Experimental Design: Here, we have explored the relevance of HuR in familial breast cancer. Tumor samples were collected from patients with identified BRCA1 (n = 51) or BRCA2 (n = 47) mutations or familial non-BRCA1/2 cases (n = 525), and analyzed by immunohistochemistry.
Results: Among familial non-BRCA1/2 breast cancer patients, cytoplasmic HuR protein expression was present in 39.4% of the cases and was associated with estrogen receptor negativity, progesterone receptor negativity, p53 positivity, high tumor grade, and ductal type of the tumor. In multivariate analysis, cytoplasmic HuR expression was an independent marker of reduced survival in the non-BRCA1/2 group along with tumor size >2 cm, lymph node metastasis, and high histologic grade. In patients with BRCA1 or BRCA2 mutations, cytoplasmic HuR expression was more frequent (62.7% for BRCA1 and 61.7% for BRCA2) than in the non-BRCA1/2 group, but in BRCA-mutated subgroups cytoplasmic HuR expression did not associate with survival.
Conclusions: Our results show that HuR is an important prognostic factor in familial breast cancer patients and may contribute to carcinogenesis in this disease.
Deregulation of gene expression is a hallmark of carcinogenic process. Gene expression is regulated by a series of events that can take place at both transcriptional and posttranscriptional levels. Posttranscriptional regulation of mRNA turnover is an important process in the control of eukaryotic gene expression (1, 2). HuR (or HuA) is a ubiquitously expressed RNA-binding factor related to Drosophila embryonic lethal abnormal vision protein (3).

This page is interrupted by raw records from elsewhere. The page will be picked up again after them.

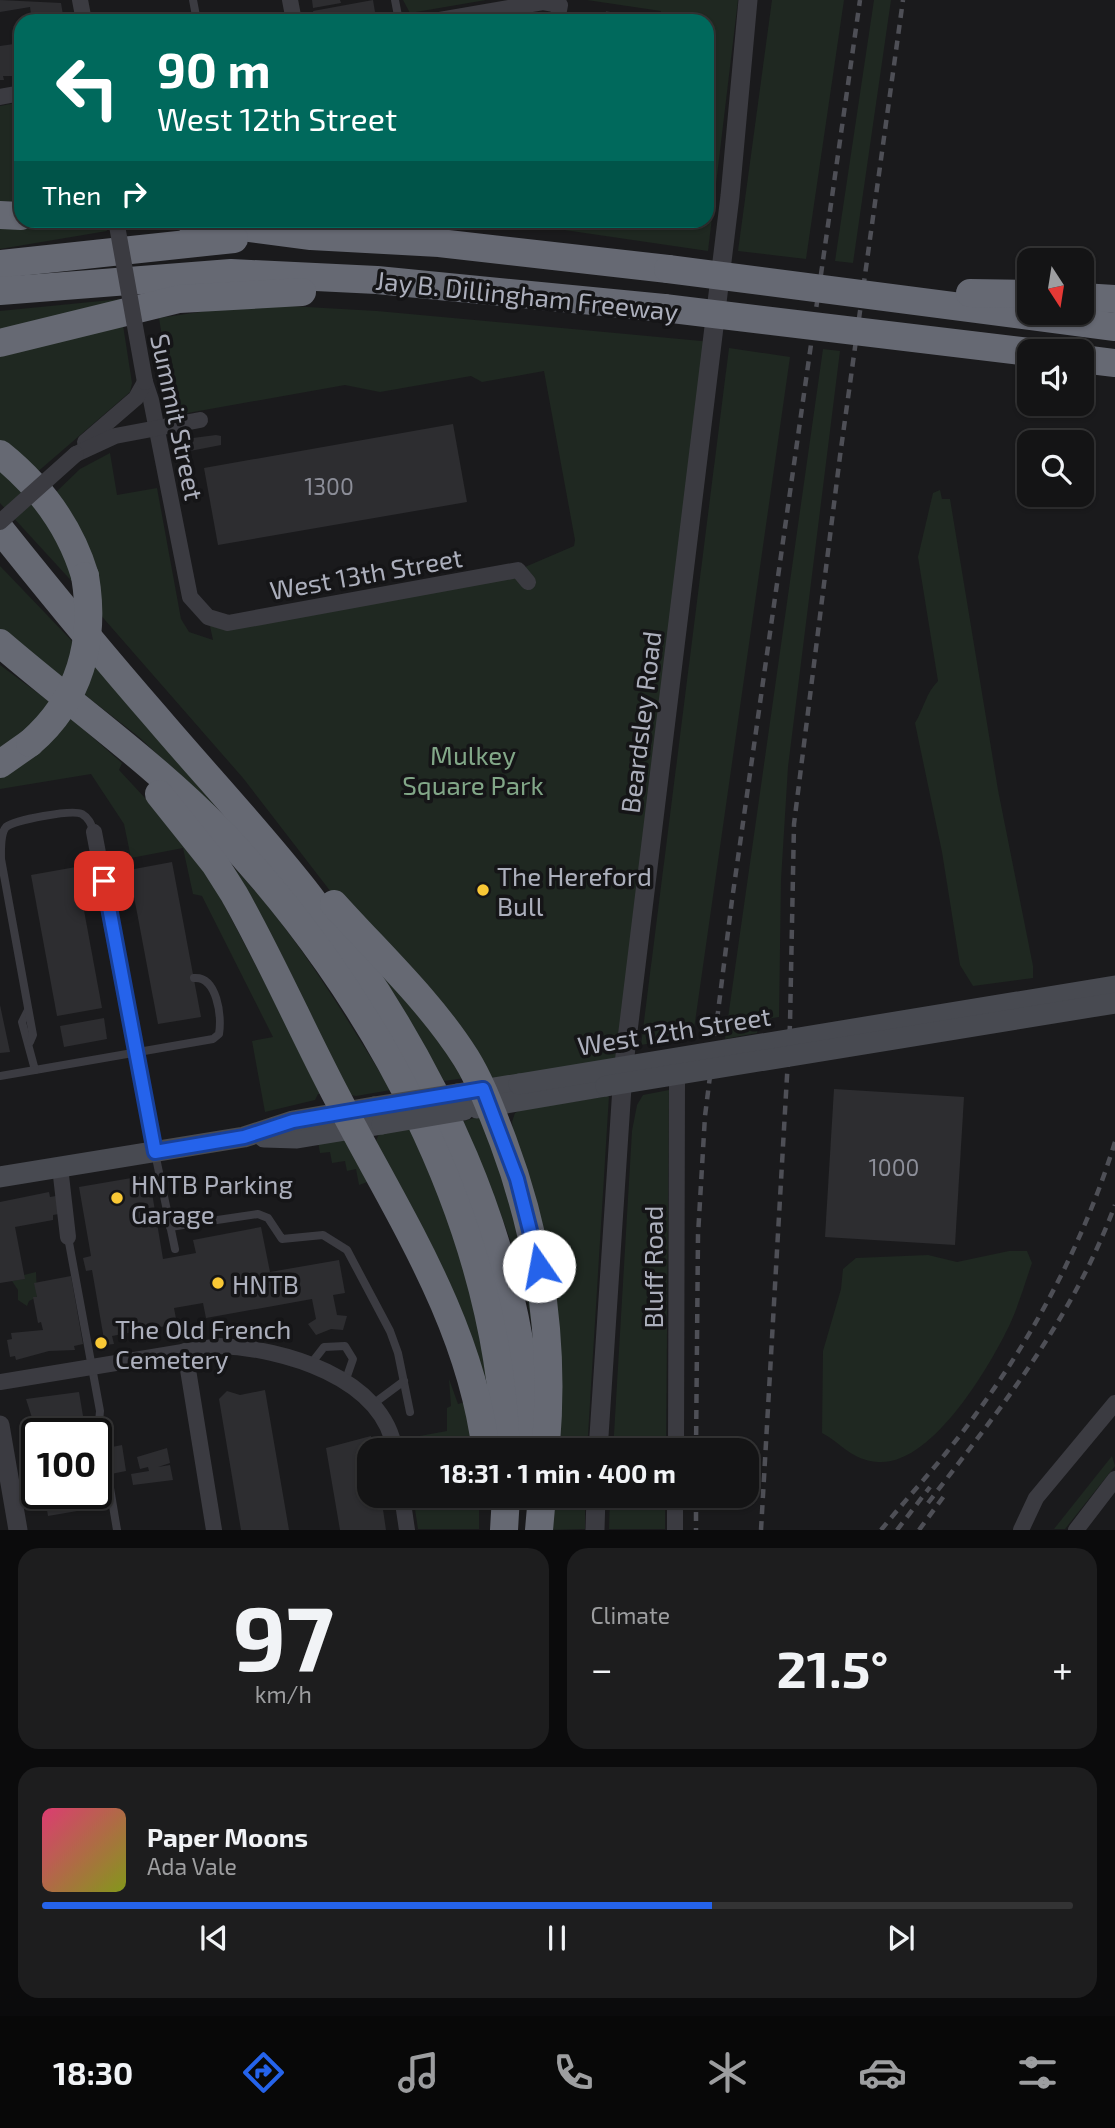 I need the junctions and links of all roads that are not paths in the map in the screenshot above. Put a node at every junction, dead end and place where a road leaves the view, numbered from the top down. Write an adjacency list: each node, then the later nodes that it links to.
1 (748, 0): 42 (street, Beardsley Road)
2 (559, 13): 3 (street)
3 (504, 14)
4 (117, 228): 17 (street, Summit Street, bridge)
5 (250, 228): 6 (highway)
6 (311, 236): 7 (highway); 10 (highway, Jay B. Dillingham Freeway, bridge)
7 (0, 264)
8 (377, 280): 9 (highway, Jay B. Dillingham Freeway); 15 (highway); 16 (highway, Jay B. Dillingham Freeway, bridge)
9 (12, 289)
10 (844, 292): 11 (highway, bridge); 14 (highway, Jay B. Dillingham Freeway, bridge)
11 (1017, 293)
12 (1094, 298): 13 (highway)
13 (1115, 299)
14 (1115, 327)
15 (0, 343)
16 (1017, 351)
17 (145, 382): 19 (street, Summit Street); 21 (street)
18 (200, 420): 19 (street)
19 (157, 428): 21 (street); 26 (street, Summit Street)
20 (0, 454): 33 (highway, bridge)
21 (76, 454): 22 (street, bridge)
22 (0, 522)
23 (0, 529): 27 (highway)
24 (0, 552): 27 (highway)
25 (528, 582): 26 (street, West 13th Street)
26 (208, 617)
27 (76, 624): 32 (highway)
28 (0, 643): 30 (highway)
29 (0, 652): 30 (highway)
30 (28, 667): 31 (highway)
31 (103, 728): 46 (highway); 65 (highway)
32 (179, 744): 45 (highway); 66 (highway)
33 (0, 764)
34 (94, 832): 39 (street); 40 (lane)
35 (194, 978): 39 (lane)
36 (1115, 986): 44 (main road, West 12th Street, bridge)
37 (1115, 994): 42 (street)
38 (1115, 1003): 44 (main road, West 12th Street, bridge)
39 (136, 1053): 40 (lane); 47 (street)
40 (35, 1070): 41 (lane)
41 (0, 1076)
42 (622, 1076): 68 (street, Beardsley Road)
43 (677, 1084): 69 (street, Bluff Road)
44 (520, 1092): 45 (main road, West 12th Street)
45 (473, 1100): 46 (main road, West 12th Street, bridge); 67 (highway)
46 (349, 1120): 47 (main road, West 12th Street); 64 (highway)
47 (155, 1152): 48 (main road, West 12th Street); 50 (lane)
48 (60, 1167): 49 (main road, West 12th Street); 51 (street)
49 (0, 1177)
50 (170, 1227): 52 (lane); 56 (lane)
51 (68, 1237): 55 (lane)
52 (175, 1249)
53 (185, 1352): 54 (street); 55 (street); 80 (street)
54 (310, 1365): 58 (street); 58 (lane)
55 (92, 1367): 57 (street); 79 (lane)
56 (404, 1381): 60 (lane); 61 (lane)
57 (0, 1382)
58 (348, 1384): 60 (street)
59 (1115, 1403): 88 (street)
60 (373, 1404): 63 (street)
61 (410, 1412)
62 (0, 1424): 78 (street)
63 (390, 1438)
64 (483, 1438)
65 (505, 1438)
66 (529, 1438)
67 (546, 1438)
68 (599, 1438)
69 (676, 1438)
70 (1115, 1479): 89 (street)
71 (404, 1508): 81 (street)
72 (491, 1508): 82 (highway)
73 (505, 1508): 83 (highway)
74 (531, 1508): 84 (highway)
75 (541, 1508): 85 (highway)
76 (596, 1508): 86 (street)
77 (676, 1508): 87 (street)
78 (18, 1530)
79 (117, 1530)
80 (215, 1530)
81 (407, 1530)
82 (492, 1530)
83 (504, 1530)
84 (531, 1530)
85 (539, 1530)
86 (595, 1530)
87 (675, 1530)
88 (1021, 1530)
89 (1076, 1530) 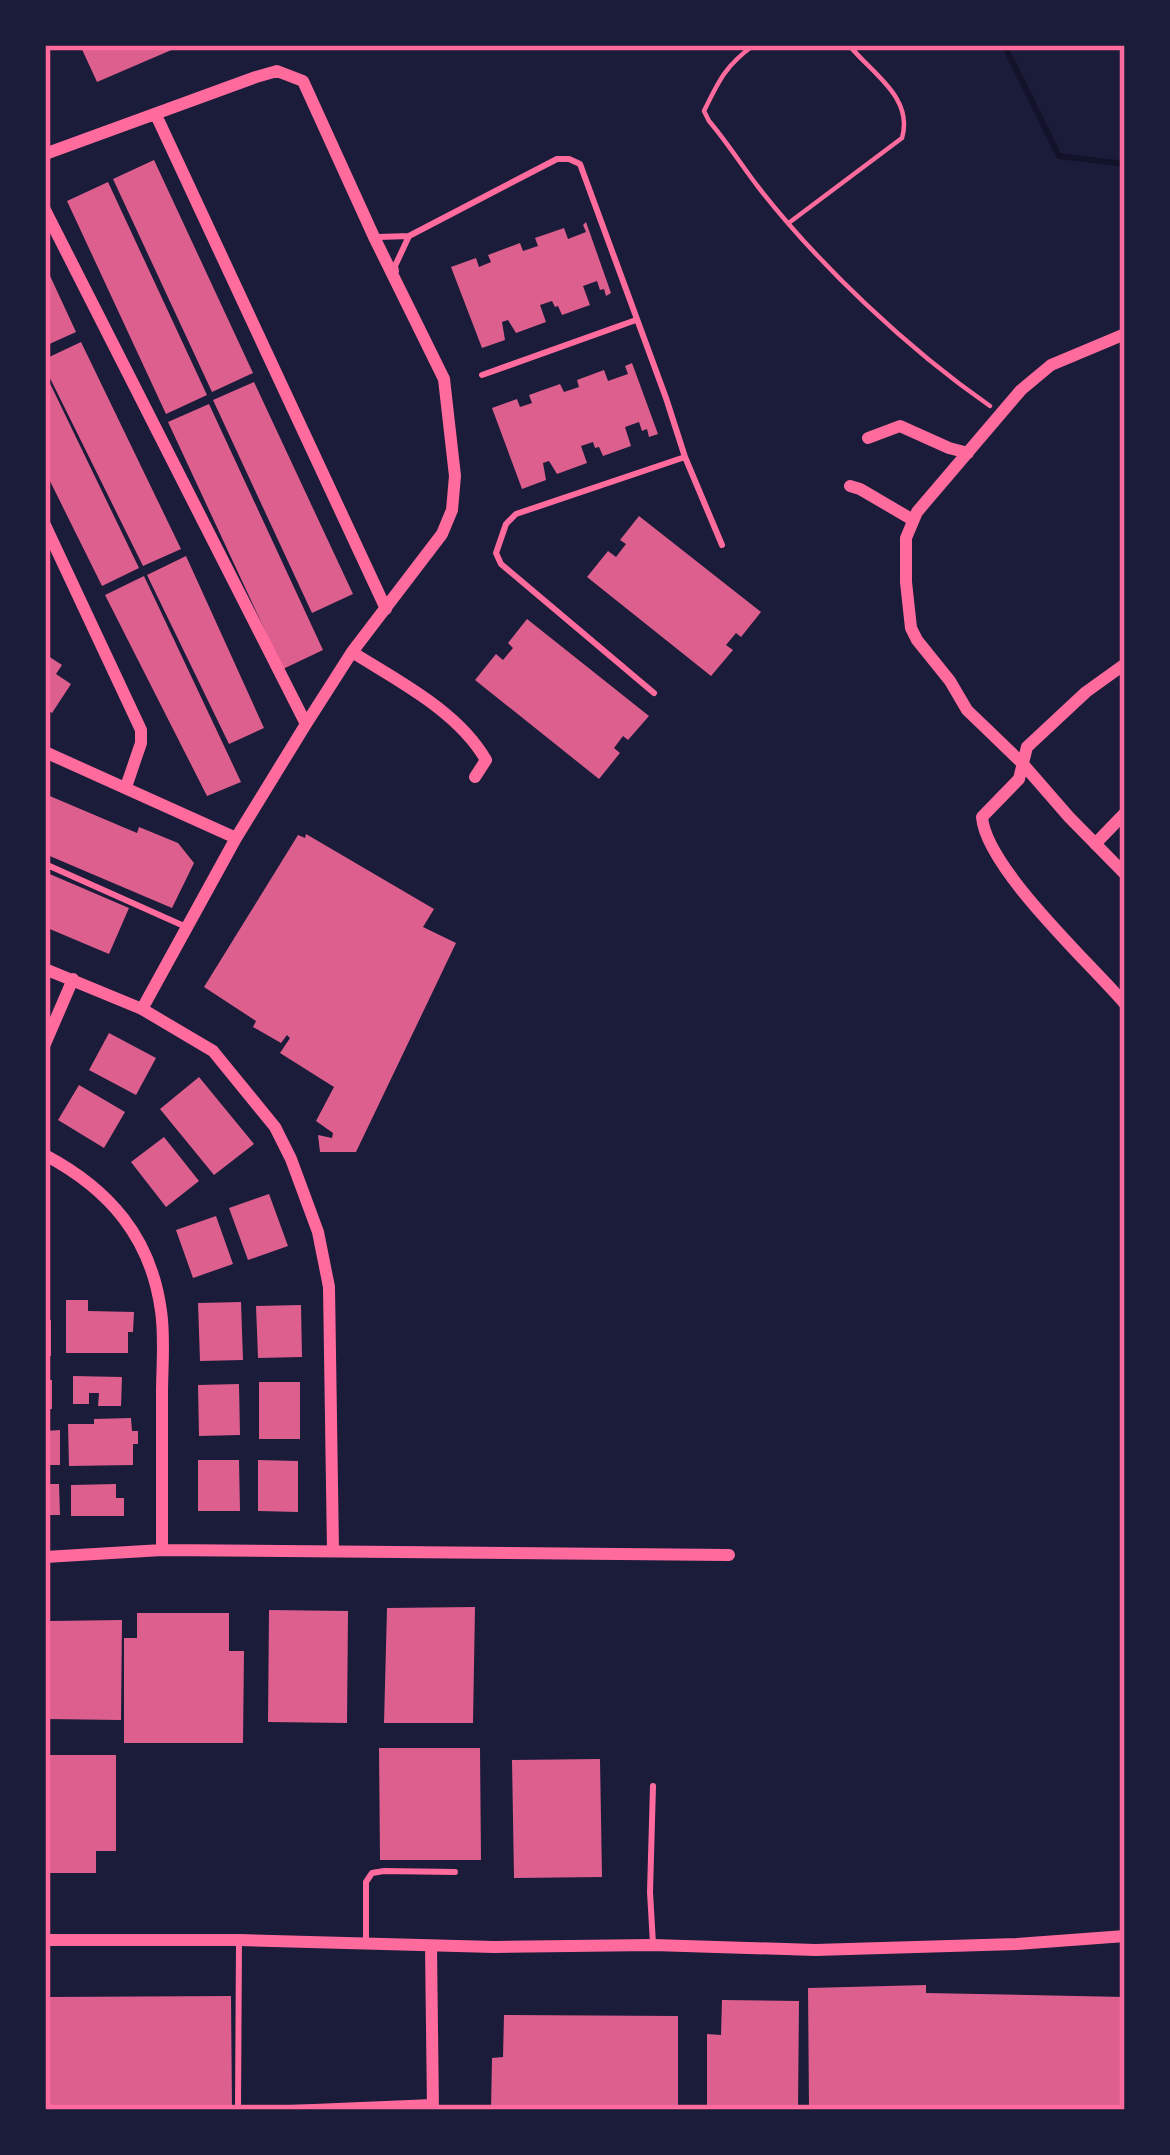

It is a member of the Hu family, and the other three members, HuB/HelN1, HuC, and HuD, are primarily expressed in the neuronal tissues. In unstimulated conditions, HuR is primarily localized to the nucleus but it can shuttle between the nucleus and the cytoplasm. In the nucleus, HuR binds to a U-rich motif in the target mRNA and also to certain protein partners, and this complex is then transported to the cytoplasm where HuR can stabilize the transcript and/or regulate its translation (4, 5). Activation of the mitogen-activated protein kinases increase the cytoplasmic content of HuR, which leads to enhanced stability of its target transcripts (6, 7), such as many oncogenic gene products (1, 2).
The first link of Hu proteins to carcinogenesis was found in small-cell lung cancer patients, in whom they can act as autoantigens and evoke an immune response against neuronal tissues (8, 9). Elevated HuR expression has been found in high-grade brain tumors (10) and in chemically induced lung tumors in mice (11). The first indication of elevated HuR expression in a human adenocarcinoma was seen in colorectal cancer (12). Lopez de Silanes et al. (13) showed that cytoplasmic HuR expression is elevated in a wide variety of human carcinomas when compared with normal tissue samples, which was especially evident in colon cancer. However, cytoplasmic or nuclear HuR immunopositivity did not show any prognostic value in colorectal cancers (14). In contrast, the importance of HuR expression in human malignancies has been emphasized by data that show cytoplasmic HuR expression to be a marker of poor prognosis in breast, ovarian, and gastric adenocarcinomas (15–18).
Family history is one of the strongest risk factors for breast cancer development, and
7% of newly diagnosed cases are due to hereditary predisposition (19). Two tumor-suppressor genes, BRCA1 and BRCA2, have been identified and shown to predispose to breast and ovarian cancer (20, 21). Both BRCA genes participate in DNA repair by homologous recombination, and, in addition, BRCA1 can regulate transcription and cell cycle (22, 23). Despite their shared function in DNA repair, BRCA1 and BRCA2 proteins probably also perform distinct functions in biological processes, which could explain differences in the clinicopathologic variables in patients carrying mutations in these genes. Here, we have explored the association of HuR with clinicopathologic variables and its prognostic significance in hereditary breast cancer.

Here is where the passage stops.